Fig. 1.

Recruitment of classical monocytes in atherosclerosis. a Rolling of classical monocytes along atherosclerotic endothelium is primarily mediated by selectins and PSGL-1 but also by the interaction of α₄- and β₂-integrins with ICAM-1 and VCAM-1. Integrins on the cell surface of classical monocytes are further activated by binding of chemokines such as CCL5 to its receptors CCR1 and CCR5, thereby promoting firm adhesion of cells. Once emigrated, classical monocytes become macrophages and provide a cytokine milieu favoring M1-like macrophage polarization and, after uptake of oxidized low-density lipoprotein (oxLDL), transform into foam cells. b Platelets and classical monocytes can form aggregates (PLAs), thereby promoting tethering and slow rolling along the endothelium.

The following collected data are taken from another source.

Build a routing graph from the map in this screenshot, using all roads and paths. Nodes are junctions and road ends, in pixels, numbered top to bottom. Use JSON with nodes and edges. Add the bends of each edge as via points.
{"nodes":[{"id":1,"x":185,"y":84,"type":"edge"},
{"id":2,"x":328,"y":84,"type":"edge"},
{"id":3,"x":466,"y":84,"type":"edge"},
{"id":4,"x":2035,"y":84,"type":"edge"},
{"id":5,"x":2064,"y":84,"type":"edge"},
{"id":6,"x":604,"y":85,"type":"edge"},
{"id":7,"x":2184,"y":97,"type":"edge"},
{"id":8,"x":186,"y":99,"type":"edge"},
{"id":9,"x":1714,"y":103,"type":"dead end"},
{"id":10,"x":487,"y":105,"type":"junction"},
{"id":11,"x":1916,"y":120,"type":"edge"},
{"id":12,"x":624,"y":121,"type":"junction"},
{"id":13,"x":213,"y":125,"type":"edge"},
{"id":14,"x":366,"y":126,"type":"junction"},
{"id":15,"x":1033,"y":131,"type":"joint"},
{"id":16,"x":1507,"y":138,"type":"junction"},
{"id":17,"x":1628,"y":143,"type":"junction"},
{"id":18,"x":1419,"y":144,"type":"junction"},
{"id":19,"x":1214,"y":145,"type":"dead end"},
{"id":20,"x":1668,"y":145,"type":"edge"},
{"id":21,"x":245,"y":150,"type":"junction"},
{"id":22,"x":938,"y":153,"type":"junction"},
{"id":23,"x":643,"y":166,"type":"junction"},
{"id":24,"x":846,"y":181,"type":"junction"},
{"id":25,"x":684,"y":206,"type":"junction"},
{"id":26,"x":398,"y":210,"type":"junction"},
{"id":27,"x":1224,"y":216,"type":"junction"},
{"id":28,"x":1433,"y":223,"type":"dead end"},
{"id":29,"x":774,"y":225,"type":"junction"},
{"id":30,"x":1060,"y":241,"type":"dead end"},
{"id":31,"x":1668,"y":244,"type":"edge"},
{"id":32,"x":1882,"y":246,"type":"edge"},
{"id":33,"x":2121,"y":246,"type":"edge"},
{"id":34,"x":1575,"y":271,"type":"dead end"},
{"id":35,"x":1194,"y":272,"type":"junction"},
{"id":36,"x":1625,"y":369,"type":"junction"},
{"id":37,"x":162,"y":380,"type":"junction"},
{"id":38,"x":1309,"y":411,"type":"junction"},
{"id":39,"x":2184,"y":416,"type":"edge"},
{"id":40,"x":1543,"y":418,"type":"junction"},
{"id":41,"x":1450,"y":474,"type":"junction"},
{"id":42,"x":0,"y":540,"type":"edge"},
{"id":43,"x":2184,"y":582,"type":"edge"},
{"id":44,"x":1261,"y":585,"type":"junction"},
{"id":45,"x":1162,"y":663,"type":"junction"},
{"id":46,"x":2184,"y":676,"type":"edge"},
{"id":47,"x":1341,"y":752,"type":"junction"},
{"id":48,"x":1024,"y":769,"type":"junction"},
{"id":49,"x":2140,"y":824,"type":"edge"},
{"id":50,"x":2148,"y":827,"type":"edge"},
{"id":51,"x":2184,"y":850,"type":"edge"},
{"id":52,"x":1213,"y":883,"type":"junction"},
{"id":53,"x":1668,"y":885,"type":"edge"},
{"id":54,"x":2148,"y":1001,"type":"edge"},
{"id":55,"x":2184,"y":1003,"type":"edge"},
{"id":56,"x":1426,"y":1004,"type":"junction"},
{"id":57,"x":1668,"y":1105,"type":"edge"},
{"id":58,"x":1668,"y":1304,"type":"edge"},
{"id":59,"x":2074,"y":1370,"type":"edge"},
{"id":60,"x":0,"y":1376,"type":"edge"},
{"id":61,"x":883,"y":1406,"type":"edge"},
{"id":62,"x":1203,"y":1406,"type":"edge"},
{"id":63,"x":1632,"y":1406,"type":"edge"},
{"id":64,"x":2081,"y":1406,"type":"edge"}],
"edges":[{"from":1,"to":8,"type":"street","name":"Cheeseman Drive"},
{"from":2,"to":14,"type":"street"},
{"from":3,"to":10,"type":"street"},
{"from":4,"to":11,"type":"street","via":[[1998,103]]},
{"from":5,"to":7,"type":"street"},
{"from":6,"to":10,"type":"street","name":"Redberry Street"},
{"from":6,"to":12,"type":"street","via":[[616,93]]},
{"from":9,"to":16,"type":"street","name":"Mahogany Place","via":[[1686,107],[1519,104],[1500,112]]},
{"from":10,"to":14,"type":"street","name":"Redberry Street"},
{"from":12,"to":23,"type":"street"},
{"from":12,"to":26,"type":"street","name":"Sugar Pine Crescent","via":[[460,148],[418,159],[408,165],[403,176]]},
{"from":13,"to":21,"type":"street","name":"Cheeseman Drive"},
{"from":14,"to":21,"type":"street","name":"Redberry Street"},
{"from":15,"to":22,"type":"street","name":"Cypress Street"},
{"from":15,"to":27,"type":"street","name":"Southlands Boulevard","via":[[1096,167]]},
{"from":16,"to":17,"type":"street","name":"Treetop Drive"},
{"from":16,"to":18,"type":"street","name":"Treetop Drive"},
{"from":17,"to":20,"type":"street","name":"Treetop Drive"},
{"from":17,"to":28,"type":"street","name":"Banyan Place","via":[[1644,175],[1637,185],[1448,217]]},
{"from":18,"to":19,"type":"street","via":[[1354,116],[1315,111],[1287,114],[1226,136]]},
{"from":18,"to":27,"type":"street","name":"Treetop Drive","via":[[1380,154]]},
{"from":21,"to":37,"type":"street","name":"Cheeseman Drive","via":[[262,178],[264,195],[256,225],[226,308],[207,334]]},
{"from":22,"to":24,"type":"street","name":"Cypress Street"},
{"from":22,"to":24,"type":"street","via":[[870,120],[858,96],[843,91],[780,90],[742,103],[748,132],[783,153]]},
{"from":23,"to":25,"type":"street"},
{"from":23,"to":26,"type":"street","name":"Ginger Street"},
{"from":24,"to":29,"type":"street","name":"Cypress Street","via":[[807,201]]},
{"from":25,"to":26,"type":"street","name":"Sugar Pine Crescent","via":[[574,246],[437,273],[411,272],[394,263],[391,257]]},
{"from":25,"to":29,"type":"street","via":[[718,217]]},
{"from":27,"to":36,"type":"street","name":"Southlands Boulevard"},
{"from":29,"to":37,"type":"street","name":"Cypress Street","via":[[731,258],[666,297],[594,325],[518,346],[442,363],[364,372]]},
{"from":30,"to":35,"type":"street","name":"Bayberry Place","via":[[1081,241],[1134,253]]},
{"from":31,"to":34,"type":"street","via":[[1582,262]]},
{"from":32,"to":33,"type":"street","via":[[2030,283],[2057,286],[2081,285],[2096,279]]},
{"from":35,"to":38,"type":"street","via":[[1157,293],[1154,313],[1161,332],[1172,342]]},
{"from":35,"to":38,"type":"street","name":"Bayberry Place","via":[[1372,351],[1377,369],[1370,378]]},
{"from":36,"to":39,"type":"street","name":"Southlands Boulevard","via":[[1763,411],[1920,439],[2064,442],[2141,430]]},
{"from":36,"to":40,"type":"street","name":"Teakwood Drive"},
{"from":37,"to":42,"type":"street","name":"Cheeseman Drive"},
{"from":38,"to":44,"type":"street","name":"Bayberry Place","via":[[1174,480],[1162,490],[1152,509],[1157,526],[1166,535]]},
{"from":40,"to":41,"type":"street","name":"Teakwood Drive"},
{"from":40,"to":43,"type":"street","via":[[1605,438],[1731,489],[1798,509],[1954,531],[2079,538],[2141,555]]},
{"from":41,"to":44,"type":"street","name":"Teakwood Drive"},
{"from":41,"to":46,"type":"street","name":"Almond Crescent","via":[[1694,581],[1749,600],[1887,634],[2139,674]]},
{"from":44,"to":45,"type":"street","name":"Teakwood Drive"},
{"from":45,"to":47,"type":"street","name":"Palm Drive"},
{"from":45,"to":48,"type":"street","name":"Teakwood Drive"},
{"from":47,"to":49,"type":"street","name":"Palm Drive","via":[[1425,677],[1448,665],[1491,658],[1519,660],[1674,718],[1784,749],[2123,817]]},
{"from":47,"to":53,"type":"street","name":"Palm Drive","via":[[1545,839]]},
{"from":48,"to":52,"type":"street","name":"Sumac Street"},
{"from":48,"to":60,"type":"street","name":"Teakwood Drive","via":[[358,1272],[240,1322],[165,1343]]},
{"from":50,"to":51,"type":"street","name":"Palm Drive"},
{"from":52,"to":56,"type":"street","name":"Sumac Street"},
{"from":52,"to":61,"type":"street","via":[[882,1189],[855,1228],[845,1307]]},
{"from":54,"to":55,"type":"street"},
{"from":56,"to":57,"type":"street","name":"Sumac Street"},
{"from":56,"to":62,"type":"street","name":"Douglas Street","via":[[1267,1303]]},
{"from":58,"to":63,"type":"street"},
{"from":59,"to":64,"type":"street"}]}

Activated platelets secret several chemokines which are either deposited onto the endothelium or can directly activate classical monocytes via their respective receptors. c By releasing azurocidin (LL37/CRAMP), neutrophils mediate adhesion of classical monocytes to atherosclerotic endothelium via FPRs (FPR1/2). Another proposed mechanism is the shedding of IL-6Rα from neutrophils which forms complexes with IL-6 released from either macrophages or endothelial cells, thus inducing release of CCL2 and upregulation of VCAM-1 on endothelial cells.